Discovery
The discovery that a hormone can influence phosphoinositide metabolism was made by Mabel R. Hokin (1924–2003) and her then husband Lowell E. Hokin in 1953, when they discovered that radioactive 32P phosphate was incorporated into the phosphatidylinositol of pancreas slices when stimulated with acetylcholine. Up until then phospholipids were believed to be innate structures only used by cells as building blocks for construction of the plasma membrane.
Over the next 20 years, little was discovered about the importance of PIP2 metabolism in terms of cell signalling, until the mid-1970s when Robert H. Mitchell hypothesized a connection between the catabolism of PIP2 and increases in intracellular calcium (Ca2+) levels. He hypothesized that receptor-activated hydrolysis of PIP2 produced a molecule that caused increases in intracellular calcium mobilization. This idea was researched extensively by Mitchell and his colleagues, who in 1981 were able to show that PIP2 is hydrolyzed into DAG and IP3 by a then unknown phosphodiesterase. In 1984 it was discovered that IP3 acts as a secondary messenger that is capable of traveling through the cytoplasm to the endoplasmic reticulum (ER), where it stimulates the release of calcium into the cytoplasm.
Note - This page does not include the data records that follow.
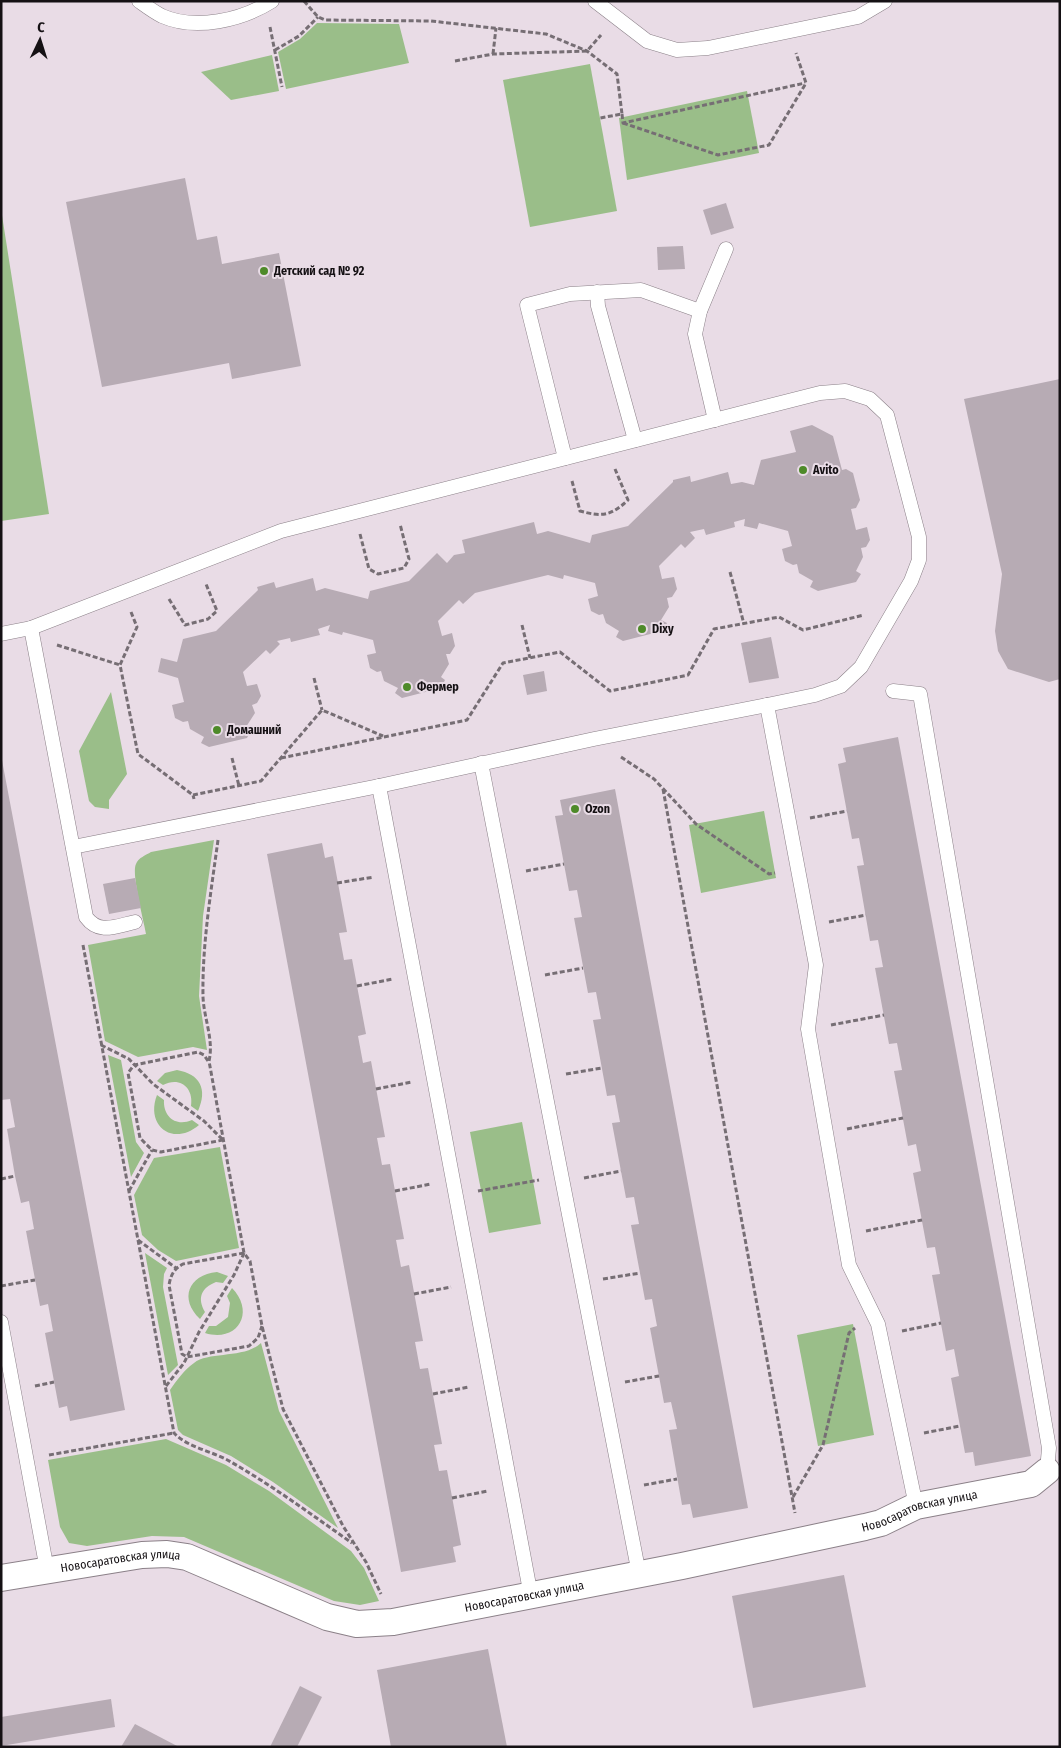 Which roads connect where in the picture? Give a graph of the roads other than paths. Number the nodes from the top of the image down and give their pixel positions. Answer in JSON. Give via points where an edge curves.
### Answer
{"nodes":[{"id":1,"x":139,"y":1,"type":"edge"},
{"id":2,"x":595,"y":1,"type":"edge"},
{"id":3,"x":885,"y":1,"type":"edge"},
{"id":4,"x":269,"y":3,"type":"edge"},
{"id":5,"x":726,"y":249,"type":"dead end"},
{"id":6,"x":597,"y":292,"type":"junction"},
{"id":7,"x":700,"y":311,"type":"junction"},
{"id":8,"x":715,"y":420,"type":"junction"},
{"id":9,"x":635,"y":440,"type":"junction"},
{"id":10,"x":565,"y":458,"type":"junction"},
{"id":11,"x":32,"y":633,"type":"junction"},
{"id":12,"x":1,"y":634,"type":"edge"},
{"id":13,"x":893,"y":691,"type":"dead end"},
{"id":14,"x":767,"y":705,"type":"junction"},
{"id":15,"x":481,"y":763,"type":"junction"},
{"id":16,"x":379,"y":786,"type":"junction"},
{"id":17,"x":73,"y":847,"type":"junction"},
{"id":18,"x":135,"y":922,"type":"dead end"},
{"id":19,"x":1,"y":1322,"type":"edge"},
{"id":20,"x":3,"y":1340,"type":"edge"},
{"id":21,"x":1047,"y":1471,"type":"joint"},
{"id":22,"x":916,"y":1506,"type":"junction"},
{"id":23,"x":47,"y":1570,"type":"junction"},
{"id":24,"x":639,"y":1574,"type":"junction"},
{"id":25,"x":1,"y":1578,"type":"edge"},
{"id":26,"x":531,"y":1596,"type":"junction"}],
"edges":[{"from":1,"to":4,"type":"lane","via":[[162,16],[187,22],[251,14]]},
{"from":2,"to":3,"type":"lane","via":[[647,40],[677,50],[708,48],[858,17]]},
{"from":5,"to":7,"type":"lane"},
{"from":6,"to":7,"type":"lane","via":[[641,290]]},
{"from":6,"to":9,"type":"lane","via":[[598,306]]},
{"from":6,"to":10,"type":"lane","via":[[570,294],[527,305]]},
{"from":7,"to":8,"type":"lane","via":[[695,334]]},
{"from":8,"to":9,"type":"lane"},
{"from":8,"to":14,"type":"lane","via":[[820,393],[845,391],[870,399],[887,415],[919,537],[919,560],[911,581],[860,667],[841,686]]},
{"from":9,"to":10,"type":"lane"},
{"from":10,"to":11,"type":"lane","via":[[281,531],[123,592]]},
{"from":11,"to":12,"type":"lane"},
{"from":11,"to":17,"type":"lane"},
{"from":13,"to":21,"type":"lane","via":[[920,694],[1049,1448]]},
{"from":14,"to":15,"type":"lane"},
{"from":14,"to":22,"type":"lane","via":[[816,965],[808,1029],[843,1235],[849,1266],[878,1324]]},
{"from":15,"to":16,"type":"lane"},
{"from":15,"to":24,"type":"lane"},
{"from":16,"to":17,"type":"lane"},
{"from":16,"to":26,"type":"lane"},
{"from":17,"to":18,"type":"lane","via":[[86,917],[92,926],[103,929]]},
{"from":19,"to":20,"type":"lane"},
{"from":20,"to":23,"type":"lane"},
{"from":21,"to":22,"type":"street","name":"Новосаратовская улица","via":[[1031,1484]]},
{"from":22,"to":24,"type":"street","name":"Новосаратовская улица","via":[[881,1523]]},
{"from":23,"to":25,"type":"street","name":"Новосаратовская улица"},
{"from":23,"to":26,"type":"street","name":"Новосаратовская улица","via":[[142,1555],[187,1557],[327,1617],[356,1624],[393,1622]]},
{"from":24,"to":26,"type":"street","name":"Новосаратовская улица"}]} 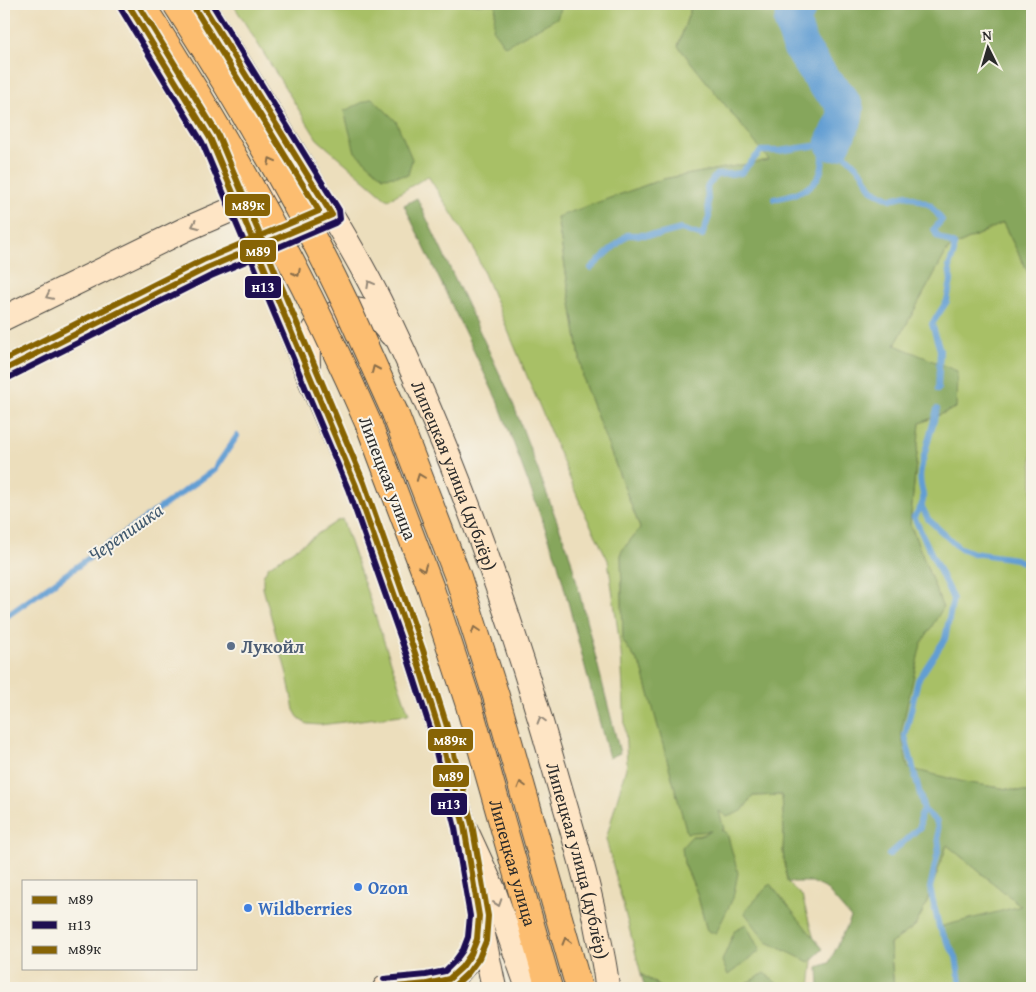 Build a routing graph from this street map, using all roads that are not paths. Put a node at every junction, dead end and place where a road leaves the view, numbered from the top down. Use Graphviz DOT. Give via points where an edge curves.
graph roads {
  1 [pos="128,4"];
  2 [pos="142,4"];
  3 [pos="176,4"];
  4 [pos="202,4"];
  5 [pos="307,173"];
  6 [pos="240,206"];
  7 [pos="332,215"];
  8 [pos="256,248"];
  9 [pos="4,318"];
  10 [pos="401,347"];
  11 [pos="4,370"];
  12 [pos="309,377"];
  13 [pos="464,826"];
  14 [pos="480,916"];
  15 [pos="433,986"];
  16 [pos="385,988"];
  17 [pos="494,988"];
  18 [pos="528,988"];
  19 [pos="549,988"];
  20 [pos="579,988"];
  21 [pos="607,988"];
  1 -- 6 [label="main road" via="210,138"];
  2 -- 19 [label="main road, Липецкая улица, one-way, bridge" via="240,165 276,231 369,424 430,586 468,702"];
  20 -- 3 [label="main road, Липецкая улица, one-way, bridge" via="496,696 458,577 395,413 345,302 298,209"];
  4 -- 5 [label="main road, Липецкая улица (дублёр)"];
  5 -- 6 [label="main road"];
  5 -- 7 [label="main road, Липецкая улица (дублёр)"];
  6 -- 8 [label="main road"];
  6 -- 9 [label="main road, one-way"];
  7 -- 8 [label="main road"];
  10 -- 7 [label="main road, Липецкая улица (дублёр), one-way"];
  8 -- 11 [label="main road" via="207,268"];
  8 -- 12 [label="main road"];
  10 -- 12 [label="main road" via="381,322 368,314 354,310 332,314 311,336 307,351"];
  21 -- 10 [label="main road, Липецкая улица (дублёр), one-way" via="594,909 532,690 460,481"];
  12 -- 13 [label="main road" via="356,486 415,653"];
  13 -- 14 [label="main road"];
  13 -- 18 [label="main road, one-way" via="493,888"];
  14 -- 15 [label="main road" via="471,954 449,978"];
  14 -- 17 [label="main road"];
  15 -- 16 [label="main road"];
}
Further research provided valuable information on the IP3 pathway, such as the discovery in 1986 that one of the many roles of the calcium released by IP3 is to work with DAG to activate protein kinase C (PKC). As well, it was discovered in 1989 that PLC is the phosphodiesterase responsible for hydrolyzing PIP2 into DAG and IP3. Today the IP3 signalling pathway is well mapped out and is known to be important in regulating a variety of calcium-dependent cell signalling pathways.